The Dream (s)
I had a series of dreams on the night of September 10, 2020. In the first dream, I was shopping in the produce aisle of a grocery store. Then I found myself in line to pay. After I paid for my groceries (about $75 worth), and most meat, I realized I didn’t have room to get everything home on my bike. So, I asked the cashier if I could leave my purchase and come back. When I came back to my cart, it was gone. Then as I started searching for the store worker who was putting my food back on the shelves; I found myself wondering through what looked like the halls of a school. I never did find my groceries.
Anyway, in the next scene, I walked into a classroom that looked more like a theatre (not the first time I’ve had a dream of being in a theatre). The teacher was standing at a podium and it was dark because everyone was watching a film. I immediately walked out, stopped for a long pause, and looked in every direction then walked away. Then I noticed that I was walking along a sidewalk outside of the building. As I was walking, a woman ran past me screaming “no, no, no, no.” She then opened a door and disappeared into the building.

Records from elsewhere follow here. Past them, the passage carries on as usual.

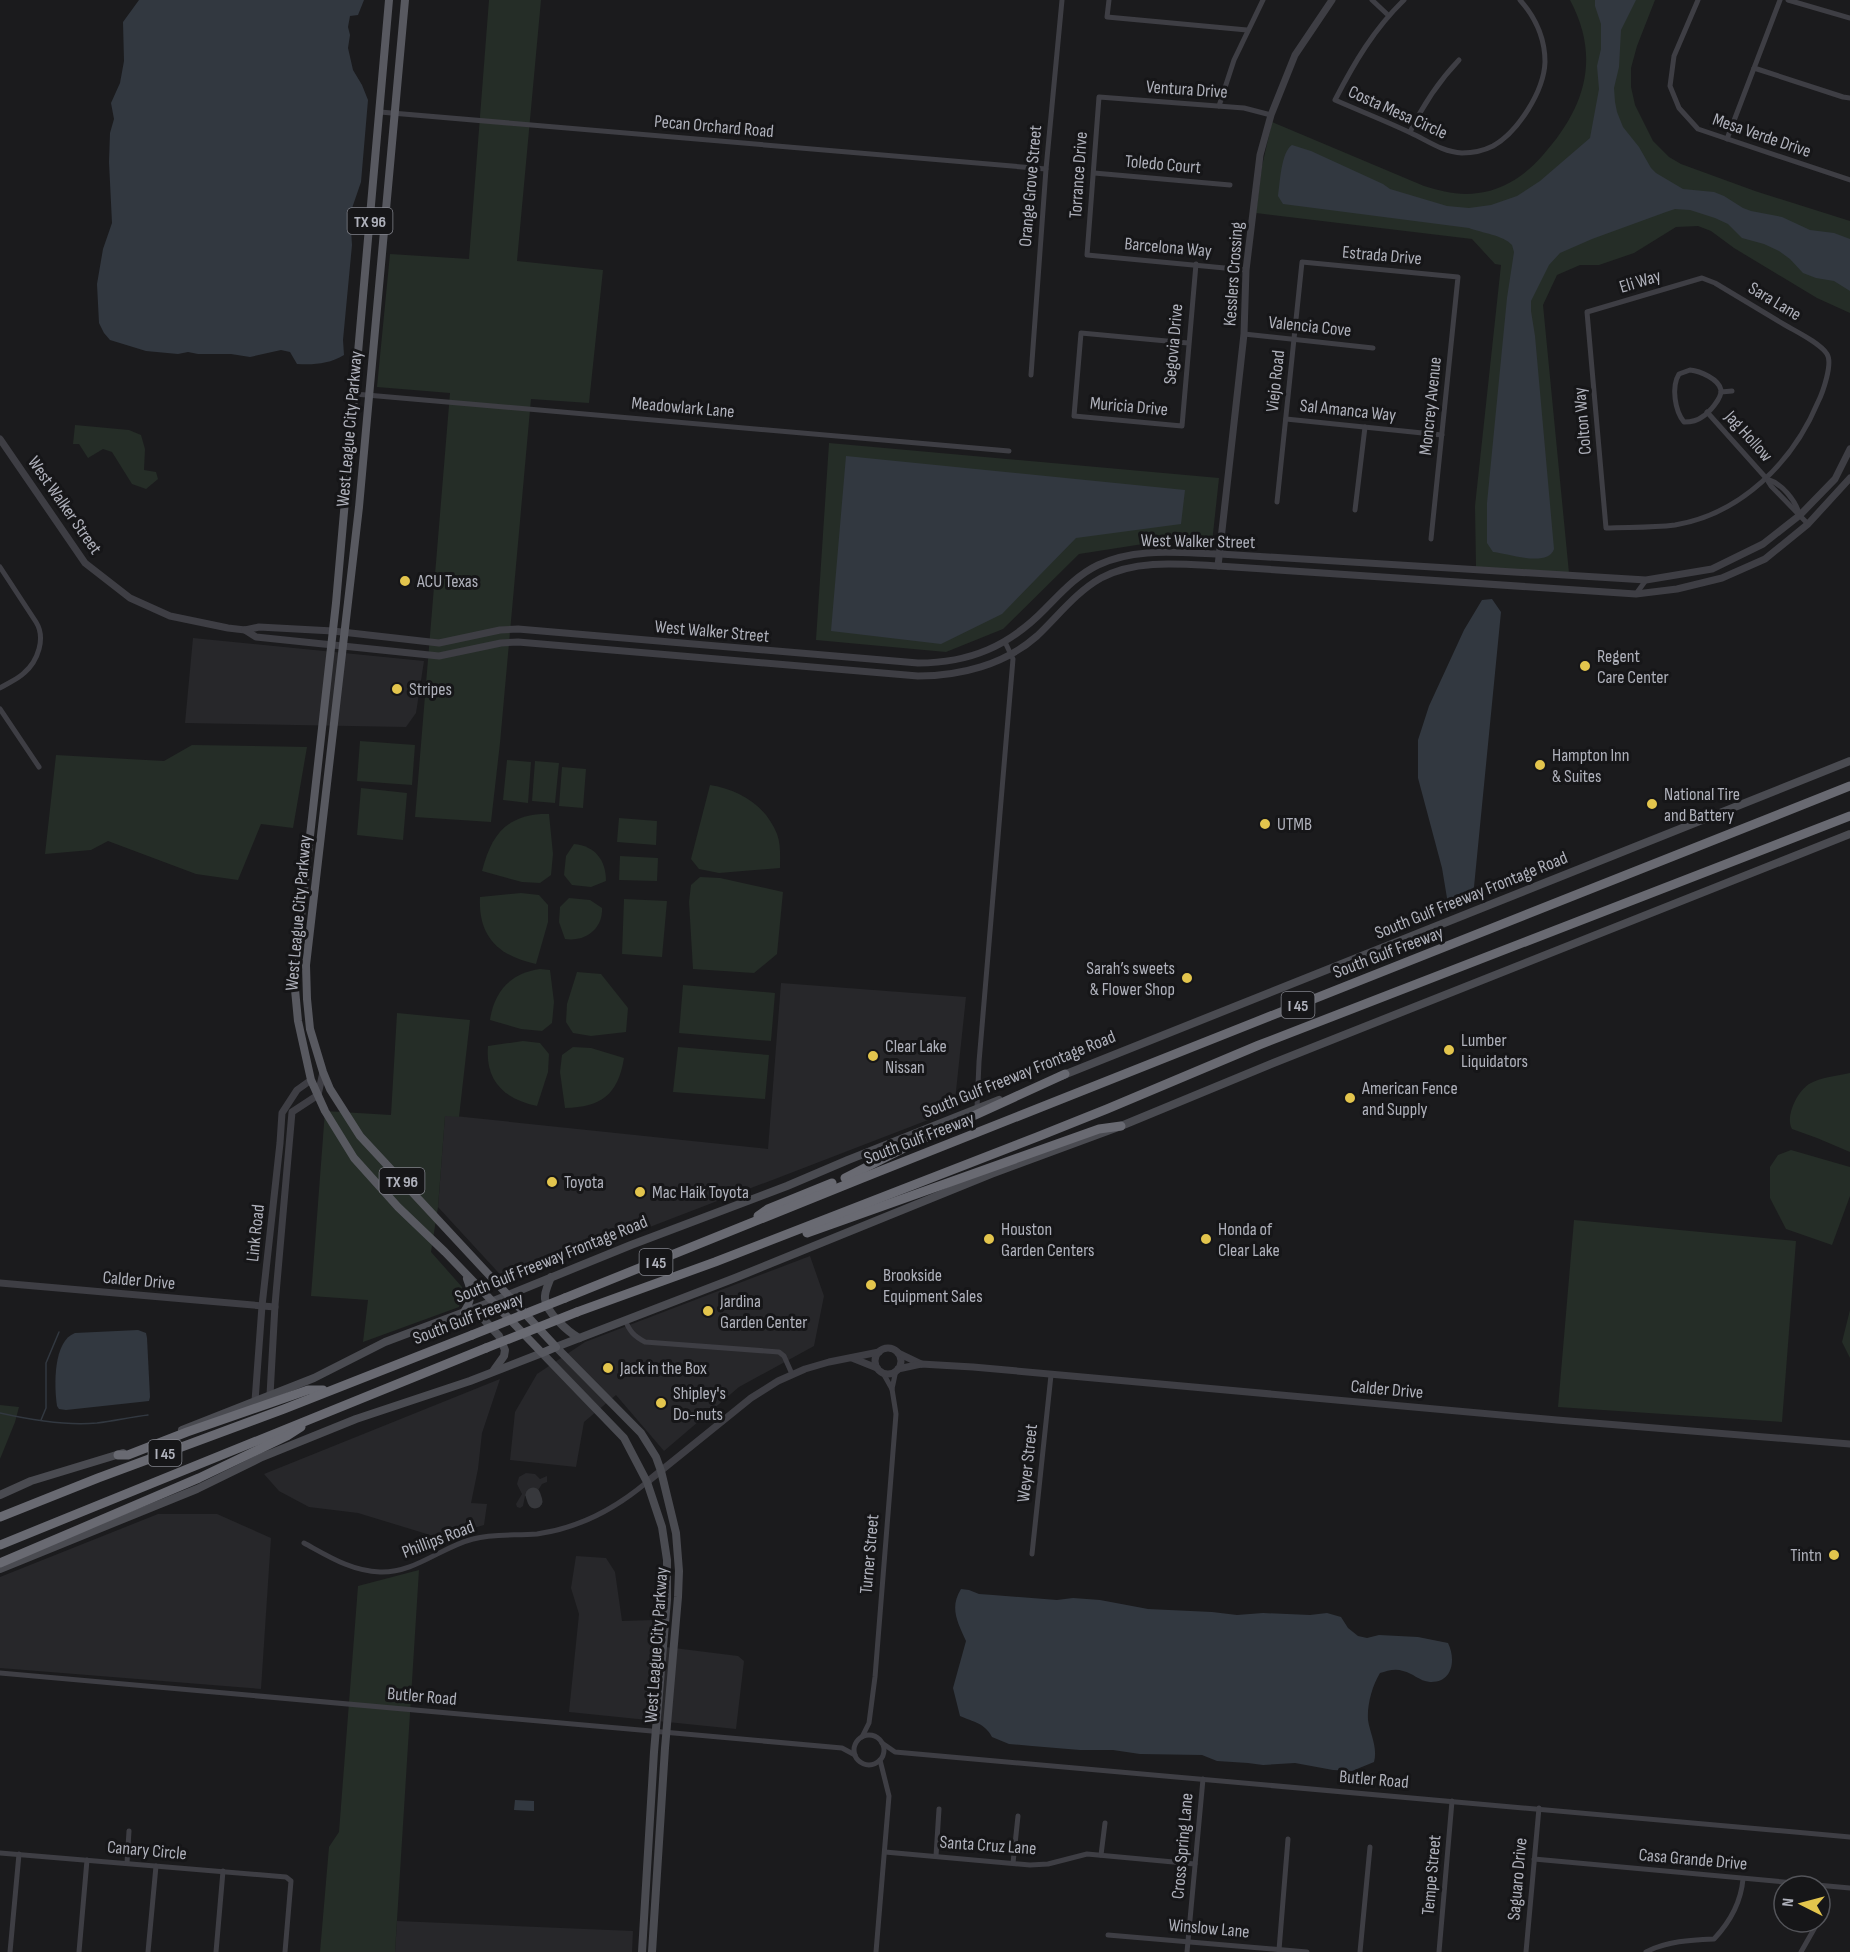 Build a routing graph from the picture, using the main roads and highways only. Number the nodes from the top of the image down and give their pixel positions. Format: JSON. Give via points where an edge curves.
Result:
{"nodes":[{"id":1,"x":389,"y":0,"type":"edge"},
{"id":2,"x":405,"y":0,"type":"edge"},
{"id":3,"x":1850,"y":761,"type":"edge"},
{"id":4,"x":1850,"y":786,"type":"edge"},
{"id":5,"x":1850,"y":816,"type":"edge"},
{"id":6,"x":1850,"y":834,"type":"edge"},
{"id":7,"x":1065,"y":1074,"type":"junction"},
{"id":8,"x":1121,"y":1126,"type":"junction"},
{"id":9,"x":746,"y":1225,"type":"junction"},
{"id":10,"x":464,"y":1273,"type":"junction"},
{"id":11,"x":683,"y":1274,"type":"junction"},
{"id":12,"x":551,"y":1276,"type":"junction"},
{"id":13,"x":508,"y":1294,"type":"junction"},
{"id":14,"x":491,"y":1302,"type":"junction"},
{"id":15,"x":465,"y":1311,"type":"junction"},
{"id":16,"x":579,"y":1338,"type":"junction"},
{"id":17,"x":556,"y":1347,"type":"junction"},
{"id":18,"x":542,"y":1353,"type":"junction"},
{"id":19,"x":491,"y":1373,"type":"junction"},
{"id":20,"x":332,"y":1390,"type":"junction"},
{"id":21,"x":316,"y":1417,"type":"junction"},
{"id":22,"x":118,"y":1455,"type":"junction"},
{"id":23,"x":0,"y":1496,"type":"edge"},
{"id":24,"x":0,"y":1517,"type":"edge"},
{"id":25,"x":0,"y":1545,"type":"edge"},
{"id":26,"x":0,"y":1563,"type":"edge"},
{"id":27,"x":0,"y":1569,"type":"edge"},
{"id":28,"x":648,"y":1849,"type":"junction"},
{"id":29,"x":658,"y":1850,"type":"junction"},
{"id":30,"x":642,"y":1941,"type":"junction"},
{"id":31,"x":653,"y":1948,"type":"edge"},
{"id":32,"x":642,"y":1952,"type":"edge"}],
"edges":[{"from":1,"to":10,"type":"main road","name":"West League City Parkway","number":"TX 96","via":[[333,631],[294,979],[298,1021],[311,1080],[325,1111],[354,1158]]},
{"from":2,"to":13,"type":"main road","name":"West League City Parkway","number":"TX 96","via":[[359,507],[306,964],[307,999],[310,1029],[322,1072],[360,1136]]},
{"from":3,"to":7,"type":"main road","name":"South Gulf Freeway Frontage Road"},
{"from":4,"to":9,"type":"highway","name":"South Gulf Freeway","number":"I 45"},
{"from":5,"to":11,"type":"highway","name":"South Gulf Freeway","number":"I 45"},
{"from":6,"to":8,"type":"main road"},
{"from":7,"to":9,"type":"highway","via":[[854,1174],[768,1209]]},
{"from":7,"to":12,"type":"main road","name":"South Gulf Freeway Frontage Road"},
{"from":8,"to":11,"type":"highway","via":[[1099,1128],[735,1260]]},
{"from":8,"to":16,"type":"main road"},
{"from":9,"to":20,"type":"highway","name":"South Gulf Freeway","number":"I 45","bridge":true},
{"from":10,"to":14,"type":"main road","name":"West League City Parkway","number":"TX 96"},
{"from":10,"to":15,"type":"main road","via":[[471,1288]]},
{"from":11,"to":21,"type":"highway","name":"South Gulf Freeway","number":"I 45","bridge":true,"via":[[577,1312]]},
{"from":12,"to":13,"type":"main road","name":"South Gulf Freeway Frontage Road"},
{"from":12,"to":16,"type":"main road","via":[[545,1302],[562,1326]]},
{"from":13,"to":14,"type":"main road","name":"South Gulf Freeway Frontage Road"},
{"from":13,"to":17,"type":"main road","name":"West League City Parkway","number":"TX 96"},
{"from":14,"to":15,"type":"main road","name":"South Gulf Freeway Frontage Road"},
{"from":14,"to":18,"type":"main road","name":"West League City Parkway","number":"TX 96"},
{"from":15,"to":19,"type":"main road","via":[[479,1314],[499,1336],[505,1350]]},
{"from":15,"to":22,"type":"main road","name":"South Gulf Freeway Frontage Road","via":[[384,1342],[314,1378]]},
{"from":16,"to":17,"type":"main road"},
{"from":17,"to":18,"type":"main road"},
{"from":17,"to":29,"type":"main road","name":"West League City Parkway","via":[[641,1433],[661,1471],[676,1533],[679,1571]]},
{"from":18,"to":19,"type":"main road"},
{"from":18,"to":28,"type":"main road","name":"West League City Parkway","via":[[624,1438],[647,1482],[662,1527],[668,1600]]},
{"from":19,"to":27,"type":"main road","via":[[356,1419]]},
{"from":20,"to":22,"type":"highway","via":[[308,1390],[128,1455]]},
{"from":20,"to":24,"type":"highway","name":"South Gulf Freeway","number":"I 45"},
{"from":21,"to":25,"type":"highway","name":"South Gulf Freeway","number":"I 45"},
{"from":21,"to":26,"type":"highway","via":[[287,1436],[199,1478]]},
{"from":22,"to":23,"type":"main road","name":"South Gulf Freeway Frontage Road","via":[[31,1481]]},
{"from":28,"to":29,"type":"main road"},
{"from":28,"to":30,"type":"main road","name":"West League City Parkway"},
{"from":29,"to":31,"type":"main road","name":"West League City Parkway"},
{"from":30,"to":31,"type":"main road"},
{"from":30,"to":32,"type":"main road","name":"West League City Parkway"}]}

In the next dream, I was walking in the opposite direction and noticed a lot of kids (students), walking along the outside corridor. The corridor seemed to be leading into an underground tunnel. As I looked around, I saw workers building something off to my left. There were huge stones in a circle, stones being built on top of another. It looked like a stadium and the scene had a secretive, dark sense to it.
Next, I was standing in a classroom again to explain to students what has been happening. Before I could explain, they started asking me questions. Specifically, my name “Lynna” and my middle name “Kristine”. Then the scene switched, and I was Angeline Jolie, standing in a shower shaving my legs. I picked up my cell phone and made a call. I said “I have something to share with my favorite DA. If you’re interested, call me back.” I realized after hanging up that I did not leave my name or number.
Finally, in the last scene, I am standing outside, and the previous scenes were a backdrop. A young blonde-haired girl looked at me and said something like “what terror do you fear in your dreams, what scares you?” I looked straight at her and said, “nothing scares me.”
Reflecting on the Dream(s)
As I was writing down the first dream in my journal, I had a brief vision of another dream or dream where I was in the same location. Then I had another dream. The details aren’t 100% clear, but I was either standing in a classroom or walked into a classroom when it became apparent that something scary was happening and a group of students started running. Side note: I realized while transcribing my notes into a word document for my blog that I’ve had quite a few dreams in which I’ve been in a grocery store.
Writing down the second dream, I am reminded of one of Neville’s lectures (undated) where he speaks about a woman’s dream in which she was going in the opposite direction of a crowd.
Then, as I am transcribed the notes from my journal, the third dream brought the thought “Teacher” to mind and “speaker,” as if I’m being shown that I will teach of my experiences. Also, as I wrote down the part about being Angelina Jolie, I felt a sense of familiarity, of commonality, with several other dreams I’ve had. Dreams in which people were looking for me because I had something they wanted. I am also thinking about an experience I had meditating a couple of days ago when I had a conversation with God.
Finally, as I sat down and wrote these dreams into a word document from my journal, I couldn’t shake the sense of familiarity. There was also a sense of knowing about my writing, sharing, my purpose, and the future. The dreams are telling me something. I then heard from within, a voice that said “Pay attention Kristie, nothing is by accident. You are here because I put you here. Don’t worry about what others think. Your purpose is waiting for you. Keep going. (as I questioned what was happening), the inner voice continued; I know these conversations are strange – it’s part of the process, part of the journey. You aren’t the first person I’ve had conversations with. Be strong and courageous and the Kingdom will be yours. Many people fear boldness but not you. I have special plans for you. I call one-by-one. You are being called so do not be afraid. I am here to comfort you. Now go and have no fear.”
The last paragraph really just flowed out of me as if it weren’t even me writing by force or remembrance of anything. This has happened before, a couple of years ago where I started writing and the words just flowed as if by some mystical force. Now I know that this awakening process has been happening all along.